_TASK PROMPT_: Each line that holds the word "Calle" counts once; give the total for the records below and nothing else.
======== DATASET RECORDS ========
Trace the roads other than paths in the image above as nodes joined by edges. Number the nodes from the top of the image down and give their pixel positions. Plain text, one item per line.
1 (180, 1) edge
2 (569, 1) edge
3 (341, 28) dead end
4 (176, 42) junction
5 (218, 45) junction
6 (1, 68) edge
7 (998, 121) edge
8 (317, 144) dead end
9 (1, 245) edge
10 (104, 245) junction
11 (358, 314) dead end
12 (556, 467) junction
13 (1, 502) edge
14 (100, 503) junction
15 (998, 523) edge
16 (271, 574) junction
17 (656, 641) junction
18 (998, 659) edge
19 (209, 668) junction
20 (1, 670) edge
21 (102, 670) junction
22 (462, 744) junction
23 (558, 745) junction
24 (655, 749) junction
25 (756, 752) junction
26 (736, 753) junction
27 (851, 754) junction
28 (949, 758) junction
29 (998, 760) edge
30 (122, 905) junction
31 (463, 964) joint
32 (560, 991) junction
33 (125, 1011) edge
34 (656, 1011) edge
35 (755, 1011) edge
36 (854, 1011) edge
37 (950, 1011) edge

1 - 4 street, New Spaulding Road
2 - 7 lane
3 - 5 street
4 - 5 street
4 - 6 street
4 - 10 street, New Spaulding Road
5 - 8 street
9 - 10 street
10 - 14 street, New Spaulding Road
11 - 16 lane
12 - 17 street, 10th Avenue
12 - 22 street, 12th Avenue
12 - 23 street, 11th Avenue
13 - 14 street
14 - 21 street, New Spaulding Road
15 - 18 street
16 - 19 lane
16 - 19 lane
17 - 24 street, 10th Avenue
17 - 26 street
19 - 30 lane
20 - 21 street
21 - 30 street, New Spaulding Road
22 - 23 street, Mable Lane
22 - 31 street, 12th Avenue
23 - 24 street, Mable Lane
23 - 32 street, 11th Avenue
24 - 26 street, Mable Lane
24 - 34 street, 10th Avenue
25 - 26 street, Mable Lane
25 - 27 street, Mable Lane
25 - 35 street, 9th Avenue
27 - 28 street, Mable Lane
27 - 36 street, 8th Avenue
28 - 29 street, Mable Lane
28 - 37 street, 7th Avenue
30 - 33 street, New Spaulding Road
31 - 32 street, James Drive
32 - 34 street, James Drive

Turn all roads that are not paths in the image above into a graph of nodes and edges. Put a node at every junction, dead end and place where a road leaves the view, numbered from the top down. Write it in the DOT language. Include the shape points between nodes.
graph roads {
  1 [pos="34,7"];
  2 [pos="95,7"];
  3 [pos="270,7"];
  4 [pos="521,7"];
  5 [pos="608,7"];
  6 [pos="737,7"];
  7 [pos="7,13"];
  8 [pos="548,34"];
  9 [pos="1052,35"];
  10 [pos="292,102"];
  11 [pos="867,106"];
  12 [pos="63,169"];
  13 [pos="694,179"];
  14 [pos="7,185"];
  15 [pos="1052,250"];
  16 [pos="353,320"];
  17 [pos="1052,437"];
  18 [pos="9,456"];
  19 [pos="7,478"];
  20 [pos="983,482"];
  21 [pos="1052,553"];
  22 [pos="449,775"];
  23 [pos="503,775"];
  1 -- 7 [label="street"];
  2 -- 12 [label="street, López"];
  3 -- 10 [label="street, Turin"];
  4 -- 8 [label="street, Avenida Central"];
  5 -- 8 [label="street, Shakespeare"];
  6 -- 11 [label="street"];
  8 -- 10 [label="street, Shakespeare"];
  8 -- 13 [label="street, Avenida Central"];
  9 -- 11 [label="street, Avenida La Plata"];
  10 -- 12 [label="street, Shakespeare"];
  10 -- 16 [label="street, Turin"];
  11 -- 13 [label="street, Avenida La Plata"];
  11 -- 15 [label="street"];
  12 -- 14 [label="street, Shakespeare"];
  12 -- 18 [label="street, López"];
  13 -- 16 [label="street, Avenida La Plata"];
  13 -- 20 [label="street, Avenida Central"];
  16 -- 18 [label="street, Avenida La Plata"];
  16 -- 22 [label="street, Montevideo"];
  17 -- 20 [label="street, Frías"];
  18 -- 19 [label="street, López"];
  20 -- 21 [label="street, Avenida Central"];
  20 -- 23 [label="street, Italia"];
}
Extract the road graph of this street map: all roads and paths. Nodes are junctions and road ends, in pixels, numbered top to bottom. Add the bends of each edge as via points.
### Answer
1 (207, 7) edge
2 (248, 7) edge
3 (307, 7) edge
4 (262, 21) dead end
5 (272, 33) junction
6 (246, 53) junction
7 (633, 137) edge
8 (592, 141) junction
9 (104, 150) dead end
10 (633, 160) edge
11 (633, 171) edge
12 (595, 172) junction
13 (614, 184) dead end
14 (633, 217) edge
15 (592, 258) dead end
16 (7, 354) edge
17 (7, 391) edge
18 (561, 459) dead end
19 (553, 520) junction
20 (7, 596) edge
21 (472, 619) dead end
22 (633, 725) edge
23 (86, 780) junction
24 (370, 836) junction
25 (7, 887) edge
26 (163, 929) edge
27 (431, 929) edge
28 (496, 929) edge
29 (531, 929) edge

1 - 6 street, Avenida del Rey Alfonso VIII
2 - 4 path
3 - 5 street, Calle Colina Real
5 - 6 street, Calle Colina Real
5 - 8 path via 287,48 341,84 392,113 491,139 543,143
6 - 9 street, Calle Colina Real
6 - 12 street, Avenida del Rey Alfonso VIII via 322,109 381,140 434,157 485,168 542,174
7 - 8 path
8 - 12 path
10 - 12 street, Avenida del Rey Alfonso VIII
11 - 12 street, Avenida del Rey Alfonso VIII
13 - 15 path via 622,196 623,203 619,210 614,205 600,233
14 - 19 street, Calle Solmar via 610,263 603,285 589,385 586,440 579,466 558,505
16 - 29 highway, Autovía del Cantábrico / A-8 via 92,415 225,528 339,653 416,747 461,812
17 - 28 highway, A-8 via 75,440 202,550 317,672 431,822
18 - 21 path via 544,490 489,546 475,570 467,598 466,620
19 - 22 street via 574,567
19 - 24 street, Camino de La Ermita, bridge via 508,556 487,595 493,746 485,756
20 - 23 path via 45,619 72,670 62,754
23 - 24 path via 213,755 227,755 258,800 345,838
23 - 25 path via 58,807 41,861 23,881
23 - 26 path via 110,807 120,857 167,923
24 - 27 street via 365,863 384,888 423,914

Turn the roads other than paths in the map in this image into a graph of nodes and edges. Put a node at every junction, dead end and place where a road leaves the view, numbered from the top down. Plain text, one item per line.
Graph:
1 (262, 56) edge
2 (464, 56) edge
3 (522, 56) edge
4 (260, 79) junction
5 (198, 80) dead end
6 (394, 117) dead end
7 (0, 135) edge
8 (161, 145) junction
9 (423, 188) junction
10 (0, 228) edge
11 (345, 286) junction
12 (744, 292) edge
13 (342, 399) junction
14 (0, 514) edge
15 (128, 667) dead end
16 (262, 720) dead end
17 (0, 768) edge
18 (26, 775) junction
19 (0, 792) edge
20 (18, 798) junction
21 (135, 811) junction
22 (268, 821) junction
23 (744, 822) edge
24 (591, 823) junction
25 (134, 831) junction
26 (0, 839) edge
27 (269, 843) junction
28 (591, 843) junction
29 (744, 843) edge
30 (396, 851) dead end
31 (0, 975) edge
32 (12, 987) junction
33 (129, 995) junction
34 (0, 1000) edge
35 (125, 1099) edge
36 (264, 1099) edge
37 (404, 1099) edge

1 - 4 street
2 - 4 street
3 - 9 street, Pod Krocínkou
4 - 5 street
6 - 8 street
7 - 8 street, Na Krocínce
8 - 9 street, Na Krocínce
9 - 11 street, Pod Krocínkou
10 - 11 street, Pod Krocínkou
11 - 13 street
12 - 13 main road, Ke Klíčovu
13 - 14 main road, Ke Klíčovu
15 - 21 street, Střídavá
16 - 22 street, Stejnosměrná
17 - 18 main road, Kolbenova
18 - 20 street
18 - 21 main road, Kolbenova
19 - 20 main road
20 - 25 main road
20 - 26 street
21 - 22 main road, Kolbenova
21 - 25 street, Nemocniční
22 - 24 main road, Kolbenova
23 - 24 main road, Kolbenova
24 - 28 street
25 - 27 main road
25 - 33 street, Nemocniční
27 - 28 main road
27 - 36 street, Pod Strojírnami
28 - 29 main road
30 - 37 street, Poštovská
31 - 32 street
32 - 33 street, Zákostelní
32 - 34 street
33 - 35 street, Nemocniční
========
_OUTPUT FOR THIS TASK_: 4